“There’s no more water, men, until we hit a rain squall. The glass is down and I look for a squall, so stand by with kegs and catch all the rain you can if you want fresh water.”

There was a mad hurry to get kegs to catch the rain. The men brought everything from salt pork barrels to empty tomato tins and placed them under the booms and scuppers. The cook and a sailor put a barrel under the drain on the main deck just below the poop deck to catch the water that washed down the poop.

No sailor tried to sleep any more. They sat huddled in the scuppers looking thirstily at the deceitful clouds that drifted by and disappeared to the horizon with their refreshing cargoes.

Night came, and still no sign of rain. Just at sunset, at about a quarter point off the starboard bow, appeared the end of a rainbow, dipping right into the sea and making an arch of vivid colors, which dissolved into the mist of a rain squall a mile away. It was aggravatingly near, and the men bent every inch of sail to hurry the ship into its midst to catch some of its rain, but just within a hundred yards of it, the little gust of wind died, and once more the sails hung limp and impotent.
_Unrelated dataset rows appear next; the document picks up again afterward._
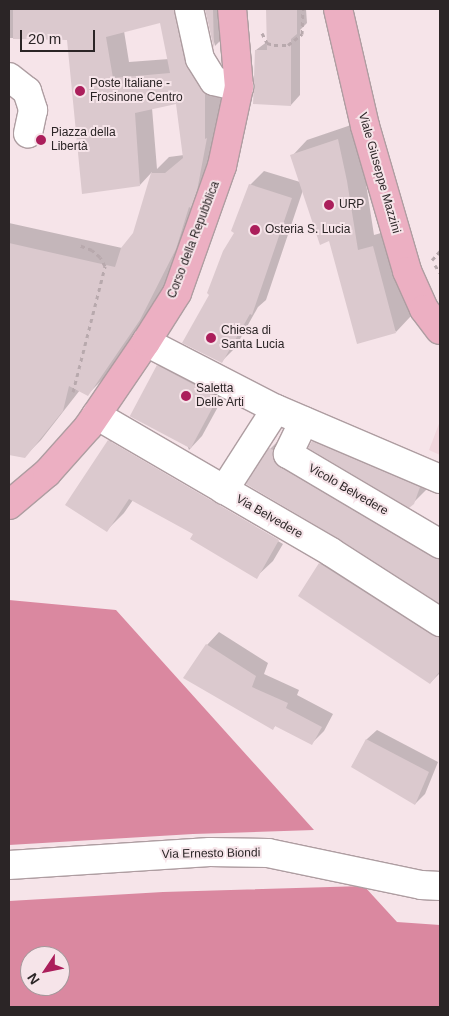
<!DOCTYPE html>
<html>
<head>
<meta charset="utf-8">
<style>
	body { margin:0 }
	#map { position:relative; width:449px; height:1016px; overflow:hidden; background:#f6e4e9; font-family:Arial,sans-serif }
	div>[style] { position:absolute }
	.built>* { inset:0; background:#f1d6dd }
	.forest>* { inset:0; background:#da88a0 }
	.shadow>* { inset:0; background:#0003 }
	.building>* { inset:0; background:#dbc9ce; transform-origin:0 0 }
	.path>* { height:3px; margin-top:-1.5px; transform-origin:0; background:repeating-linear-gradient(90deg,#b8a9ad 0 4px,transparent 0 8px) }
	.roads { filter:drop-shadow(1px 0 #ae9da1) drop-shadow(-1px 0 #ae9da1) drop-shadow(0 1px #ae9da1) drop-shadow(0 -1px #ae9da1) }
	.minor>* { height:28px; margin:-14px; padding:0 14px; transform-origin:14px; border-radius:14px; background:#fff }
	.major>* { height:28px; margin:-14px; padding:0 14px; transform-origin:14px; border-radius:14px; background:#ecafc2 }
	.dots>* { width:14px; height:14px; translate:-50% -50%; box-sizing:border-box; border:2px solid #f6e4e9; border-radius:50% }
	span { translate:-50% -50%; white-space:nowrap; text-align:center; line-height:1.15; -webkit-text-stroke:4px #f6e4e9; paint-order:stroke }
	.poi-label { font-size:12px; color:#2b2526 }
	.left { translate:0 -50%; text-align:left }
	.street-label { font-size:12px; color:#2b2526 }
	.frame { position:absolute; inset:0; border:10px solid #2b2526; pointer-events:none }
	.north { position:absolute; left:20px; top:946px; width:50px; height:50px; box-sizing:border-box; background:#f6e4e9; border:1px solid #a5989b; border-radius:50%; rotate:236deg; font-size:14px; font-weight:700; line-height:20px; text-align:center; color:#2b2526 }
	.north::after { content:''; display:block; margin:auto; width:18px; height:22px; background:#ab1e5b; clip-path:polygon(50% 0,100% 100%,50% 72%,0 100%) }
	.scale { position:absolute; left:20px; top:30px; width:75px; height:22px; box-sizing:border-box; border:2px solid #2b2526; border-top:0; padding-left:6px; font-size:15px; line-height:18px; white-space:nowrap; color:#2b2526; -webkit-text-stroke:4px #f6e4e9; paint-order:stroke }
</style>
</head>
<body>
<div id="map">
	<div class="built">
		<div style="clip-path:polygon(440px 421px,440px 455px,429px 450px)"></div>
	</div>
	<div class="forest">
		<div style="clip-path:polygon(9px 600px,116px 610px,314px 830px,193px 834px,9px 845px)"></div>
		<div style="clip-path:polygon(evenodd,364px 886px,397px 922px,440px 925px,440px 1007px,9px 1007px,9px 901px,163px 892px,364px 886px,30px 956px,60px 956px,60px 986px,30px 986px,30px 956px)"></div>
	</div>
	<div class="shadow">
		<div style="clip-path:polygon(evenodd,9px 9px,193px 9px,221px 76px,221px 125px,192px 232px,156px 302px,105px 377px,88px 394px,80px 390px,41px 440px,24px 457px,9px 453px,9px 223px,122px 248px,135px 234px,152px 172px,140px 185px,69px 38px,9px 38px,9px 9px,161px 21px,169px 59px,129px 62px,124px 31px,161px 21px,9px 9px,177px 103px,184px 155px,169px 157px,157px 169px,152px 108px,177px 103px)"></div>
		<div style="clip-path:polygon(206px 9px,229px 9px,230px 31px,215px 46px)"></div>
		<div style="clip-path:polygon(267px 9px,306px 9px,307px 23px,300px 30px,300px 95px,291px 105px,256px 50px,268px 41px)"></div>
		<div style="clip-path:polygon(354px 124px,363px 164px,374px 235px,388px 231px,411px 316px,396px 332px,330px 239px,303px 190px,266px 300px,258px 307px,235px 348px,221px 362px,211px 294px,236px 232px,250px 185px,264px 171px,300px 182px,292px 156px,307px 140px)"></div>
		<div style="clip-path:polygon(171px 353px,231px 383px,202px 436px,189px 450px,158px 366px)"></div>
		<div style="clip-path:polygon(126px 424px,295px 523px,284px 542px,111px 440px,111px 443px,283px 544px,273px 561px,256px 577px,195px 533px,133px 500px,124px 513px,107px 530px,109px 441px)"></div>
		<div style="clip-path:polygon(326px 429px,432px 474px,427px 489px,413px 503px,313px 442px)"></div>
		<div style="clip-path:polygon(283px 436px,440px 542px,440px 602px,340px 538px,248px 484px,270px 449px)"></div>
		<div style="clip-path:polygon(333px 552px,440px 620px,440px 673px,430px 683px,320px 564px)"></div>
		<div style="clip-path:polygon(219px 632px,268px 663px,264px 674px,299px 690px,297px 695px,333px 714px,324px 731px,312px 743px,276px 725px,273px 728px,207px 645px)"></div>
		<div style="clip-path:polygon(377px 730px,438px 762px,425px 794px,415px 804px,352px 766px,367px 739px)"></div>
	</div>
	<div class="building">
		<div style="clip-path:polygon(evenodd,13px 9px,174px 9px,185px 63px,205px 93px,205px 139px,207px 138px,197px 191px,191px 208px,189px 207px,176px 249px,140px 320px,88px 396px,69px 386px,63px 411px,25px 458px,9px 455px,9px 243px,115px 267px,121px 248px,133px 233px,151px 173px,165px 173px,183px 158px,176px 104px,135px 113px,140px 186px,82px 194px,67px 40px,13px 39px,13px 9px,160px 23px,170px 73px,113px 78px,106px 37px,160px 23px)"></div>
		<div style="clip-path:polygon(205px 9px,213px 9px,214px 48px,214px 49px)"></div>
		<div style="clip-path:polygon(266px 9px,297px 9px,297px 34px,291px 39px,291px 106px,253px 104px,255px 50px,267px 50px)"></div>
		<div style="clip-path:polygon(338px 139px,347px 181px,358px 250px,373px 246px,396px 333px,357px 344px,329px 241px,320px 245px,290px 155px)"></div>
		<div style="clip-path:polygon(249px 184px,292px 198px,252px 315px,250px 314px,222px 363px,182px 343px,209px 295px,207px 293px,223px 251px,234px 233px,231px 231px)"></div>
		<div style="left:157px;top:365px;width:69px;height:58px;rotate:28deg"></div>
		<div style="clip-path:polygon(108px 440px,279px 540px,257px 579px,190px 539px,193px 534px,129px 499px,107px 532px,65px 505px)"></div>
		<div style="clip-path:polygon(312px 441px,420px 487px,414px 504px,409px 508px,308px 448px)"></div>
		<div style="clip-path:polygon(269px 448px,273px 450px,274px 462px,280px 467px,432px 557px,440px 560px,440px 604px,339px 539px,246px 484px)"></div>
		<div style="clip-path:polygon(319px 563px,432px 635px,440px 637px,440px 671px,430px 684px,298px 596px)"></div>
		<div style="clip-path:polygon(206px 644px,256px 676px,252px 687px,288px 703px,286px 708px,322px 727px,312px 745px,275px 726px,273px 730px,183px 678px)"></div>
		<div style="clip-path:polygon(366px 739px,429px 772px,415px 805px,351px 767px)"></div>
	</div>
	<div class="path">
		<div style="left:262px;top:33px;width:11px;rotate:63deg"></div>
		<div style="left:267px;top:43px;width:7px;rotate:16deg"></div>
		<div style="left:274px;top:45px;width:14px"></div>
		<div style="left:288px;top:45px;width:18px;rotate:-38deg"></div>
		<div style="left:302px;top:34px;width:25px;rotate:-88deg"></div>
		<div style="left:432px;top:260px;width:12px;rotate:-48deg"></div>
		<div style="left:435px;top:265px;width:9px;rotate:58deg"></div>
		<div style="left:73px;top:392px;width:130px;rotate:-75.7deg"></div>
		<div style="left:105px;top:266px;width:10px;rotate:-119deg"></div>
		<div style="left:100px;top:257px;width:11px;rotate:-139deg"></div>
		<div style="left:92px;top:250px;width:14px;rotate:-159deg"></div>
	</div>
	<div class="roads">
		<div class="minor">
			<div style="left:189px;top:9px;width:51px;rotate:77.6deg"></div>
			<div style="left:200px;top:59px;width:26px;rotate:58deg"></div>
			<div style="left:214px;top:81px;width:26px;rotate:13deg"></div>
			<div style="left:9px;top:77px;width:23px;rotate:38deg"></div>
			<div style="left:27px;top:91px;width:20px;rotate:72deg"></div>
			<div style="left:33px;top:110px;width:24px;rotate:102deg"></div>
			<div style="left:146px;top:342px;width:146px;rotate:27.3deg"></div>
			<div style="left:276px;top:409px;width:178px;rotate:23.1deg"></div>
			<div style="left:96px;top:415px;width:272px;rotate:30.2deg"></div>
			<div style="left:331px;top:552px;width:130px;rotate:32.7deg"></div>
			<div style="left:304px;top:421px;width:37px;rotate:116deg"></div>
			<div style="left:288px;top:454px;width:177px;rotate:30.6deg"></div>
			<div style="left:224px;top:490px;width:96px;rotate:-57.3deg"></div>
			<div style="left:9px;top:865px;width:201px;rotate:-3.7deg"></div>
			<div style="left:210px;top:852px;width:58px;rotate:1deg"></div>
			<div style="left:268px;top:853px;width:156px;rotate:11.8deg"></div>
			<div style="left:421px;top:885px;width:19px;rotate:3deg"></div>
		</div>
		<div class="major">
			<div style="left:338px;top:9px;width:120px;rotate:77deg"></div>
			<div style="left:365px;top:126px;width:151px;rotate:73.8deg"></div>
			<div style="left:407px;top:271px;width:42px;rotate:65.9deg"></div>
			<div style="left:424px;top:309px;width:26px;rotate:53deg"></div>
			<div style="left:9px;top:505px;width:50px;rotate:-40.1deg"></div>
			<div style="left:47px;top:473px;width:62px;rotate:-48.3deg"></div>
			<div style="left:88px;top:427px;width:103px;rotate:-55.7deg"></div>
			<div style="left:146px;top:342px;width:58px;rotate:-57.7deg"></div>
			<div style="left:177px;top:293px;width:135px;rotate:-70.5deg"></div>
			<div style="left:222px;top:166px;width:81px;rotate:-77.9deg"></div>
			<div style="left:239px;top:87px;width:78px;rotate:-95.1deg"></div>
		</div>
	</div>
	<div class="dots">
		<div style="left:80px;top:91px;background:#ab1e5b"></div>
		<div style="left:41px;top:140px;background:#ab1e5b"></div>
		<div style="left:329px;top:205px;background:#ab1e5b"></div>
		<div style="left:255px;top:230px;background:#ab1e5b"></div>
		<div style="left:211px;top:338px;background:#ab1e5b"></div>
		<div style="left:186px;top:396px;background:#ab1e5b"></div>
	</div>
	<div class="poi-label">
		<span class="left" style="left:90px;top:91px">Poste Italiane -<br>Frosinone Centro</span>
		<span class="left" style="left:51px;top:140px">Piazza della<br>Libertà</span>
		<span class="left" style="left:339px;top:205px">URP</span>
		<span class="left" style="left:265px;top:230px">Osteria S. Lucia</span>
		<span class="left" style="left:221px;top:338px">Chiesa di<br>Santa Lucia</span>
		<span class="left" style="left:196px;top:396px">Saletta<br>Delle Arti</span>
	</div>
	<div class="street-label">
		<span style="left:379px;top:173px;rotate:74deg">Viale Giuseppe Mazzini</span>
		<span style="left:194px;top:240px;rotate:-69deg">Corso della Repubblica</span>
		<span style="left:348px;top:490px;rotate:30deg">Vicolo Belvedere</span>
		<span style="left:269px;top:517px;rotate:30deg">Via Belvedere</span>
		<span style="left:211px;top:854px;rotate:-1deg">Via Ernesto Biondi</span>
	</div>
	<div class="frame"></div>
	<div class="north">N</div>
	<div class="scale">20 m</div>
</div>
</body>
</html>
That night for dinner we had a sticky mess of salt dried codfish. Its odour was so bad from the intense heat that the only way it could be swallowed was to smother it with mustard and hold your breath, to kill the smell.

“This damn stuff stinks,” observed the mate, whereupon he proceeded to pick out the remnants of fish from his teeth with the prongs of his fork. I was just old enough to recognize the expression on my father’s face as a sign of trouble.

“Yeh? Well any time you get disgruntled about the menu on this packet, just write me a letter and I’ll file it in my correspondence.” The mate’s remark, however, spoiled his appetite and he shoved the dish of ill smelling fish at the cabin-boy.

“Chuck that overboard.”

For my dinner I had boiled lentils, which only accentuated my thirst, as the salt fish had increased the men’s.

At sea a very little thing will start a feeling of mutiny, and thirsty, dried-up men, scorched by heat and discouraged by no winds and bad food, are like dynamite to handle. They started to quarrel among themselves, viciously. Father anticipated trouble. Right after dinner he sent me to my bunk.